[Dataset entries]
- - -

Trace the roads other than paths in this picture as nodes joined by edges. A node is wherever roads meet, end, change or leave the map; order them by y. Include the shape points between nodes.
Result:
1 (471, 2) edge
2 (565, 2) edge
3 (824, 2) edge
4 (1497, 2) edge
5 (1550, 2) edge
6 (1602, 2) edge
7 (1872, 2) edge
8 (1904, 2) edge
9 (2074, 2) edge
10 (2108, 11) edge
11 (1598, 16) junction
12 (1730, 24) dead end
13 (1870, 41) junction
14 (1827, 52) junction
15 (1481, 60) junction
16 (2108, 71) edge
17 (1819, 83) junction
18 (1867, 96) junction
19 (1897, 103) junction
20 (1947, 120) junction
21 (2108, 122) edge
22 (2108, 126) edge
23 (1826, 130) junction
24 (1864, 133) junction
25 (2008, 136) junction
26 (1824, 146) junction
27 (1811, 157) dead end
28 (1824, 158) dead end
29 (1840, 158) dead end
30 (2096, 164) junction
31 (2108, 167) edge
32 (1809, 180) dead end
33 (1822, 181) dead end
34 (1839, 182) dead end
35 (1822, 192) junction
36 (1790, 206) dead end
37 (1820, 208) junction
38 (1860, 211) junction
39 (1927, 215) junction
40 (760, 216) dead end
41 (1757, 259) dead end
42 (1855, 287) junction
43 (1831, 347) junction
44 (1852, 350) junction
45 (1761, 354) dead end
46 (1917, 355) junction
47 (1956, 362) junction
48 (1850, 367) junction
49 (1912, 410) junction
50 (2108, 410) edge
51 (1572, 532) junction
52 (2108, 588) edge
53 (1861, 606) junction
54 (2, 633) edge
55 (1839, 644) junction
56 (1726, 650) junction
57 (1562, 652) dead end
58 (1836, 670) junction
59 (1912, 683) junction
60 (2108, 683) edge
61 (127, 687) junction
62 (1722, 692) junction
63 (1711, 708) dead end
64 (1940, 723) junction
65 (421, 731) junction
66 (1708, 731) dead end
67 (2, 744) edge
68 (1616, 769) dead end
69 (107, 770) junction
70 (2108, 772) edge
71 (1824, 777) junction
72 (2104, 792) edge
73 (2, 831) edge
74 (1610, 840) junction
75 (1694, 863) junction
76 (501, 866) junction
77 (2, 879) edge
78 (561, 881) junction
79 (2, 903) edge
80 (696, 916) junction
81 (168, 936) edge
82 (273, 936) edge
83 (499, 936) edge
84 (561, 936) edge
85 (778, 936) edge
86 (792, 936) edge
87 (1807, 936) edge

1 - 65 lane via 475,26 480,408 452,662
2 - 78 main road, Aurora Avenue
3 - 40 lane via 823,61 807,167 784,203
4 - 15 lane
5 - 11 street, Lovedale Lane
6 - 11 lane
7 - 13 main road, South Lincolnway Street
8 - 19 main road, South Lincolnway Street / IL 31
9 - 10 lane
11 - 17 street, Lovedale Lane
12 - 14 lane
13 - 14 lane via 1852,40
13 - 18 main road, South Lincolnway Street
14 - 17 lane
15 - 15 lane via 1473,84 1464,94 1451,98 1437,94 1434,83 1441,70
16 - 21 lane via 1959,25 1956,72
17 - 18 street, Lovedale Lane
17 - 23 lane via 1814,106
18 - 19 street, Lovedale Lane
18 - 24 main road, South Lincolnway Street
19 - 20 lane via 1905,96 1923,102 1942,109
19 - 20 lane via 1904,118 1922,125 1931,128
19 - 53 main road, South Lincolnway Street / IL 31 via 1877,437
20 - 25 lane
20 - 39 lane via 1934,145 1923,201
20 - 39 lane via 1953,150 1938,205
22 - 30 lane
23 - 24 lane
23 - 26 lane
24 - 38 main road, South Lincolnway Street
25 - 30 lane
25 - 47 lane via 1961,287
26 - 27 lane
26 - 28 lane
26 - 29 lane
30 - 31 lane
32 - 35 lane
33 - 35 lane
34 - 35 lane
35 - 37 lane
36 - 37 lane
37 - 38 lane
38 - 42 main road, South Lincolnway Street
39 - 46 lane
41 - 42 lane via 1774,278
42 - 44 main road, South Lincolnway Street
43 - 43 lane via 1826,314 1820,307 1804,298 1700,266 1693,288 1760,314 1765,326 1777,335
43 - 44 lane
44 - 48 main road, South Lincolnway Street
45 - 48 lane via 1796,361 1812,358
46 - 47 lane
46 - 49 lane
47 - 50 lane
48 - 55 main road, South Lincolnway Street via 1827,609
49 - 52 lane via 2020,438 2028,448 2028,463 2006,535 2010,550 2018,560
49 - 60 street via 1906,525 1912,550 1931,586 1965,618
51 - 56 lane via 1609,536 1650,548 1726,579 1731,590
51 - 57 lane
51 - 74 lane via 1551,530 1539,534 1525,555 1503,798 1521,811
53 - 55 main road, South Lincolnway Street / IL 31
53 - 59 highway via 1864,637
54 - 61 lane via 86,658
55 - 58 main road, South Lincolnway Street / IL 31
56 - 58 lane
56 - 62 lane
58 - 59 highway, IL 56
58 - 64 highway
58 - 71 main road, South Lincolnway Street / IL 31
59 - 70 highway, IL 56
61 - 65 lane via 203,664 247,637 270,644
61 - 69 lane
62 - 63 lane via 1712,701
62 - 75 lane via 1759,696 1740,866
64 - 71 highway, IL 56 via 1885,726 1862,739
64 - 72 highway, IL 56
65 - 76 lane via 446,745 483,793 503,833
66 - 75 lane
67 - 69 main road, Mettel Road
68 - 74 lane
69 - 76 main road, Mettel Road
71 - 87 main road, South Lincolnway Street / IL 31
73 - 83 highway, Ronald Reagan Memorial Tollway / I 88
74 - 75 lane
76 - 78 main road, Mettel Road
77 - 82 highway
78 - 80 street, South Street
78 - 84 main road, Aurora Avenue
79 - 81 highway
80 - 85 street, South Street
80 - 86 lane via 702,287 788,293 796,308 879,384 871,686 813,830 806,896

- - -

How to complete this task
Within the records above, count the lines that include the string "Lovedale"; state the number and nothing else.

Response to the task
4